## PROBLEM TO WORK ON
Only the lines below starting at the one containing "index dip: (340, 193)" and ending at the one containing "ring tip: (387, 198)" belong in the answer, each copied exactly.

(Saved data entries)
- Opening Delimiter -
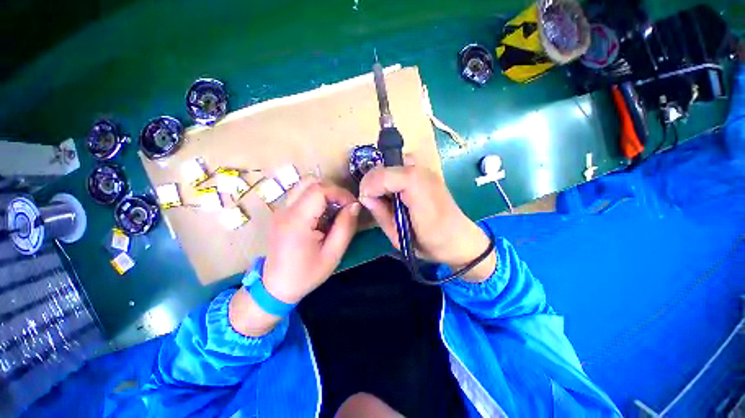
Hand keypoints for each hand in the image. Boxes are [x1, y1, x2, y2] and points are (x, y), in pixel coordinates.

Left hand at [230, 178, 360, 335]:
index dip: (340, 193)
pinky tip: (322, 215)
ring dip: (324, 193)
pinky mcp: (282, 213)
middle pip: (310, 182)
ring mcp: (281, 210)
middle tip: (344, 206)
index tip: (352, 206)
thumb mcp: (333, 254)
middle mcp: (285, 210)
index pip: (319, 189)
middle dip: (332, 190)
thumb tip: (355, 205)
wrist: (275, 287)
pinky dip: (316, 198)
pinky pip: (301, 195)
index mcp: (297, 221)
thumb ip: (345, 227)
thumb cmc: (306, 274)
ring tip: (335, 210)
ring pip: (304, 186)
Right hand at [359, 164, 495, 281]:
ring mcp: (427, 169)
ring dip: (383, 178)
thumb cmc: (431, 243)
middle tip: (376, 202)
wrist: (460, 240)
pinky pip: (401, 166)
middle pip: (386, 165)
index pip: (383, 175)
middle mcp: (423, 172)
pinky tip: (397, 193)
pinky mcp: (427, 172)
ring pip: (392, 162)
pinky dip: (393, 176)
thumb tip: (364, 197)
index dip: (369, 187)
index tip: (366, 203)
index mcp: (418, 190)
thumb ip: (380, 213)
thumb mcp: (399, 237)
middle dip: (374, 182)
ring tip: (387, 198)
- Closing Delimiter -
- Opening Delimiter -
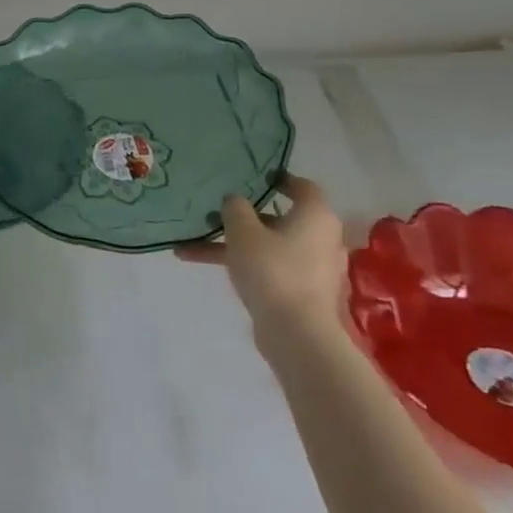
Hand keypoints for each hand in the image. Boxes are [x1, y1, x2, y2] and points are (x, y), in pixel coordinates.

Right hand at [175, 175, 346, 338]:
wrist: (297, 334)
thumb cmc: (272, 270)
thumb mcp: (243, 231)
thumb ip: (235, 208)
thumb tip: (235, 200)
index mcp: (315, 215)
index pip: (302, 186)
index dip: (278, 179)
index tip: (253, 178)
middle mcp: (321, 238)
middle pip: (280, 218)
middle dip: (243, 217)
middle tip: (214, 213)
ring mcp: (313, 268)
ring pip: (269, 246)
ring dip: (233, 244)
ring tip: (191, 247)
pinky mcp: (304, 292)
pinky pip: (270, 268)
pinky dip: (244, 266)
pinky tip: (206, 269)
- Closing Delimiter -
## SOLUTION FOR THIS PROBLEM
index dip: (340, 193)
pinky tip: (322, 215)
ring dip: (324, 193)
pinky mcp: (282, 213)
middle pip: (310, 182)
ring mcp: (281, 210)
middle tip: (344, 206)
index tip: (352, 206)
thumb mcp: (333, 254)
middle mcp: (285, 210)
index pip: (319, 189)
middle dip: (332, 190)
thumb tip: (355, 205)
wrist: (275, 287)
pinky dip: (316, 198)
pinky pip: (301, 195)
index mcp: (297, 221)
thumb ip: (345, 227)
thumb cmc: (306, 274)
ring tip: (335, 210)
ring pip: (304, 186)
Right hand at [359, 164, 495, 281]:
ring mcp: (427, 169)
ring dip: (383, 178)
thumb cmc: (431, 243)
middle tip: (376, 202)
wrist: (460, 240)
pinky pip: (401, 166)
middle pip: (386, 165)
index pip: (383, 175)
middle mcp: (423, 172)
pinky tip: (397, 193)
pinky mcp: (427, 172)
ring pip: (392, 162)
pinky dip: (393, 176)
thumb tip: (364, 197)
index dip: (369, 187)
index tip: (366, 203)
index mcp: (418, 190)
thumb ip: (380, 213)
thumb mcp: (399, 237)
middle dip: (374, 182)
ring tip: (387, 198)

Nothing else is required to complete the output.